-- INSTRUCTIONS TO FOLLOW --
All entries are to be repeated exactly as shown below.

Collected data entries
- - - - - - -
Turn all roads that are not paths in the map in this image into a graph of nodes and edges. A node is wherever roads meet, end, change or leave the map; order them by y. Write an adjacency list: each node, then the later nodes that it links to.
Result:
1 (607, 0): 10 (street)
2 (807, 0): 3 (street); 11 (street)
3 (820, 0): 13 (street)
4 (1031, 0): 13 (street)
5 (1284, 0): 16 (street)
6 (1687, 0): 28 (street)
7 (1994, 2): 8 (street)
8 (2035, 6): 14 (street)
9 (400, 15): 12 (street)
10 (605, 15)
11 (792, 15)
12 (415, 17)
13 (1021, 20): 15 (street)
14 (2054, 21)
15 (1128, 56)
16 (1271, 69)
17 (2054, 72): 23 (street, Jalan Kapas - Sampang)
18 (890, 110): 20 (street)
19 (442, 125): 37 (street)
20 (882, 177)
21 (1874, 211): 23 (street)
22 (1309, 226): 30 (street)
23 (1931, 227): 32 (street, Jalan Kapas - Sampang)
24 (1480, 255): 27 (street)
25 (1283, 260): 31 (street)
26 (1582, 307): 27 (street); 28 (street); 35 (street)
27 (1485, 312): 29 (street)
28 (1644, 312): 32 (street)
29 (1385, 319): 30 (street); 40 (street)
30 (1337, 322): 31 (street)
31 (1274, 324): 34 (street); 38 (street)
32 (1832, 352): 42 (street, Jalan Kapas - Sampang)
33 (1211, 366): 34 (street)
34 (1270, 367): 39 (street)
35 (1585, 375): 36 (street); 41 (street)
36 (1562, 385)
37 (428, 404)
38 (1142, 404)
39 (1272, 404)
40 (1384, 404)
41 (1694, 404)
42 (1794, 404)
- - - - - - -
-- PROBLEM SOLUTION --
Turn all roads that are not paths in the map in this image into a graph of nodes and edges. A node is wherever roads meet, end, change or leave the map; order them by y. Write an adjacency list: each node, then the later nodes that it links to.
Result:
1 (607, 0): 10 (street)
2 (807, 0): 3 (street); 11 (street)
3 (820, 0): 13 (street)
4 (1031, 0): 13 (street)
5 (1284, 0): 16 (street)
6 (1687, 0): 28 (street)
7 (1994, 2): 8 (street)
8 (2035, 6): 14 (street)
9 (400, 15): 12 (street)
10 (605, 15)
11 (792, 15)
12 (415, 17)
13 (1021, 20): 15 (street)
14 (2054, 21)
15 (1128, 56)
16 (1271, 69)
17 (2054, 72): 23 (street, Jalan Kapas - Sampang)
18 (890, 110): 20 (street)
19 (442, 125): 37 (street)
20 (882, 177)
21 (1874, 211): 23 (street)
22 (1309, 226): 30 (street)
23 (1931, 227): 32 (street, Jalan Kapas - Sampang)
24 (1480, 255): 27 (street)
25 (1283, 260): 31 (street)
26 (1582, 307): 27 (street); 28 (street); 35 (street)
27 (1485, 312): 29 (street)
28 (1644, 312): 32 (street)
29 (1385, 319): 30 (street); 40 (street)
30 (1337, 322): 31 (street)
31 (1274, 324): 34 (street); 38 (street)
32 (1832, 352): 42 (street, Jalan Kapas - Sampang)
33 (1211, 366): 34 (street)
34 (1270, 367): 39 (street)
35 (1585, 375): 36 (street); 41 (street)
36 (1562, 385)
37 (428, 404)
38 (1142, 404)
39 (1272, 404)
40 (1384, 404)
41 (1694, 404)
42 (1794, 404)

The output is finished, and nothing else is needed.